The prospect of negative central bank deposit rates provides a further buttress for negative bond yields, by reducing the attractiveness of cash relative to bonds, since a negative interest rate imposes a charge for holding that cash in the central bank.

Woolnough of M&G believes negative central bank rates are technically highly feasible. “A rational investor would of course have the alternative of simply keeping their cash under the mattress and not suffering the negative rate,” he says. However, “the incentive to behave rationally would be limited by the administrative burden and security risk of holding cash.”

John Donohue, Chief Investment Officer, Global Liquidity, at J.P. Morgan Asset Management in New York, says, “It is just not feasible for institutions to put all their assets in physical cash, so I don’t think we will see that.”

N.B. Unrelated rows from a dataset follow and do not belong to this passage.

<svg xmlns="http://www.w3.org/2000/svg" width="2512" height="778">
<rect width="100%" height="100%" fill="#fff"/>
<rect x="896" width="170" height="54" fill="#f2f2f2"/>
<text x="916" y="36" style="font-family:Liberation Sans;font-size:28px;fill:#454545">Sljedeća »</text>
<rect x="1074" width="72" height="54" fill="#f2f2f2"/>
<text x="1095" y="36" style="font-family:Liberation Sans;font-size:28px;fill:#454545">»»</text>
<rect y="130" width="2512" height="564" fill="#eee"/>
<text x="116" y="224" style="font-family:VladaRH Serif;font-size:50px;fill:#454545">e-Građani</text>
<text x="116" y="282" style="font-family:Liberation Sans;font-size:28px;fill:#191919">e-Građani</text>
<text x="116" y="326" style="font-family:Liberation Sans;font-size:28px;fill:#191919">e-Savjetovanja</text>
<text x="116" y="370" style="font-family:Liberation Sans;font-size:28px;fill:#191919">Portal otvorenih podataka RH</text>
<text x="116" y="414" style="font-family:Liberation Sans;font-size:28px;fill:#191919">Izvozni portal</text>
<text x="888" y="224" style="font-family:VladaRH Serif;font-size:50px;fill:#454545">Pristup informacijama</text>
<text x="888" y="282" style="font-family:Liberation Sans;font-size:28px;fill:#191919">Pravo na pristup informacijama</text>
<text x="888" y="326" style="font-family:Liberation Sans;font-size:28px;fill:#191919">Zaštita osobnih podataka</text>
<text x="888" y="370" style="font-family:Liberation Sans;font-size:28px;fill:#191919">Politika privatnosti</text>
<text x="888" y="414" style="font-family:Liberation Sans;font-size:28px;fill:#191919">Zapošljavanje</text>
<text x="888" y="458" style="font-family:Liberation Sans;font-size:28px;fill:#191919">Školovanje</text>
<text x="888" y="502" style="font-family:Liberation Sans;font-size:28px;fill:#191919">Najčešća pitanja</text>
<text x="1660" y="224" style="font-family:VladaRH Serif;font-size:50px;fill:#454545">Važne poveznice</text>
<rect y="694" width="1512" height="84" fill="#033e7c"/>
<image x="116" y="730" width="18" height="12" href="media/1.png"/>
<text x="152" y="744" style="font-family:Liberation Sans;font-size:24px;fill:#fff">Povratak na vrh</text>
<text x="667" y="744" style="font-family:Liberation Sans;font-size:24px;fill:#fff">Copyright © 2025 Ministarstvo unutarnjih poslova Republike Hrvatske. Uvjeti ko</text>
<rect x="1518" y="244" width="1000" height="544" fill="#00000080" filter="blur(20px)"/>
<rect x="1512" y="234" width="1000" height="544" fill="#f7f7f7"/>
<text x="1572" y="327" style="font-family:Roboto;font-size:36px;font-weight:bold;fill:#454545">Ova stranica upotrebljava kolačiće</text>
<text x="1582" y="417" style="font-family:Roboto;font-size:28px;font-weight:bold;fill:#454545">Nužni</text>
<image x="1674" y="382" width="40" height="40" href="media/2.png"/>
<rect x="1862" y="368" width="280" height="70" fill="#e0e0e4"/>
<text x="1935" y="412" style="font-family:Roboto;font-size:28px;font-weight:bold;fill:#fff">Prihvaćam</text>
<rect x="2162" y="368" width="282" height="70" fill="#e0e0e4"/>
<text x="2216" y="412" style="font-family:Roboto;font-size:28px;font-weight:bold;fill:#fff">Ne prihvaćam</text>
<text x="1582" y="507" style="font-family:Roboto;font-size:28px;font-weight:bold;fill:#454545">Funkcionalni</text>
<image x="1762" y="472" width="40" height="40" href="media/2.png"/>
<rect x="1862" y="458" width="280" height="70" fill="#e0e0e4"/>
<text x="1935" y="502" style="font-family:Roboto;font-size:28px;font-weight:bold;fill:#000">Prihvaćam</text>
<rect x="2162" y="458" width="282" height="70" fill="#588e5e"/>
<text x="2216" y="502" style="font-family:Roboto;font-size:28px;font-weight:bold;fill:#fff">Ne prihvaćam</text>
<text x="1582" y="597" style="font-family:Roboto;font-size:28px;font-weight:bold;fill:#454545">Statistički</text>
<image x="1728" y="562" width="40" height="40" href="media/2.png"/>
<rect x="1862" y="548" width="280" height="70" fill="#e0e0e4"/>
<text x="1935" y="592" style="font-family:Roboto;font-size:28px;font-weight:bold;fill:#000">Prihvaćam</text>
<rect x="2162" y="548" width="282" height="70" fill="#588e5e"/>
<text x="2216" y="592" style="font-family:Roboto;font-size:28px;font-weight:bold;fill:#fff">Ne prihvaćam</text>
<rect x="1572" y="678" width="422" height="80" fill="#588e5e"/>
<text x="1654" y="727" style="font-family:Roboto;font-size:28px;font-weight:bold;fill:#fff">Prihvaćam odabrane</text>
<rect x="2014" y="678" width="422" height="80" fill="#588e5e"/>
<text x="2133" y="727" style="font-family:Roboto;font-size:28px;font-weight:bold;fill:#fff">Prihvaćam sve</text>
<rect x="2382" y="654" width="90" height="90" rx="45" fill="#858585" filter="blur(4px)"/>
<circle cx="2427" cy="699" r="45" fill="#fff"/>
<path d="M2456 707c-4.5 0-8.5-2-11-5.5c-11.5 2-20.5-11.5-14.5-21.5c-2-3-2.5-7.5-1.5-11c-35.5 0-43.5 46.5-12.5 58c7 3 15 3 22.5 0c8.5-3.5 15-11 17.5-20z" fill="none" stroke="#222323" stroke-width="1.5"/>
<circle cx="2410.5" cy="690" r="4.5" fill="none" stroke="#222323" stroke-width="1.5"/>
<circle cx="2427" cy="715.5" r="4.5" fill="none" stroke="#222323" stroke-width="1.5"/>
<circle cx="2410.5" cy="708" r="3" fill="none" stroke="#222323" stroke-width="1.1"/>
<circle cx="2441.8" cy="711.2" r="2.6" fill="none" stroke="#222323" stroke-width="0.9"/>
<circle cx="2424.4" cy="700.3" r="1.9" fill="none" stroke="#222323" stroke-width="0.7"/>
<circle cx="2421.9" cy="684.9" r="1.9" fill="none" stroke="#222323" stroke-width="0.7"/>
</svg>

It is striking that although cash managers put the annual logistical cost of holding physical cash at only about 20 basis points (bps), the negative yield on Swiss two-years is 24 bps below this. This suggests that the physical cost of cash sets no hard floor to how low deposit rates can go — bonds still hold practical advantages over currency notes, since holding huge amounts of notes is a serious logistical headache, even at deeply negative yields.

However, some investors think G7 central banks will shy away from negative rates in the knowledge that the era of cheap money has led to poor investment decisions, as banks took excessive risk in the search for acceptable returns. The onus to lend caused by negative rates could magnify this risk manifold. Negative bank rates may in any case be impractical because of likely investor and household outrage at a sense of financial repression — that through a negative interest rate, their assets are in effect being gradually seized by the state.

Another possibility is that investors will escape negative short-term yields, whether prompted by negative central bank rates or other factors, by moving up the yield curve to where returns are positive. Donohue of J.P. Morgan Asset Management says: “We observe that institutional cash investors are beginning to look at cash differently. They are separating what they really need as liquid daily operating cash from more strategic cash that can be put farther out on the curve to seek more yield and return.”

There are potential problems, too, with dabbling in negative-yield bonds to speculate in currency extinction. Analysts say the issue of timing must be considered. If the euro zone starts to disintegrate, Bund holders may eventually gain from the reintroduction of the Deutsche Mark, but that could be a long way in the future. Until that happens, Germany could be stuck, just as much as the troubled periphery, with a currency of rapidly depreciating value in the shape of the euro — which means capital deprecation for the bonds too, for investors wishing to take the money outside the euro zone.

Most problematical of all is the assumption that countries with negative short-term bond yields are burdened with no or next to no credit risk — and therefore that there is no need to add a risk premium to the cost of the bonds that would take yields into positive territory. In July Moody’s Investors Service put the triple-A ratings of Germany and the Netherlands under review for possible downgrade. It said that because of the euro zone crisis there was an “increasing likelihood that greater collective support for other euro area sovereigns, most notably Spain and Italy, will be required” — and this “burden” would “fall most heavily” on the higher rated countries.

If Germany and the Netherlands present, after all, significant credit risk, their negative two-year bonds are the most extreme example of the mispricing of risk in sovereign markets: investors are paying for the privilege of holding hazardous assets.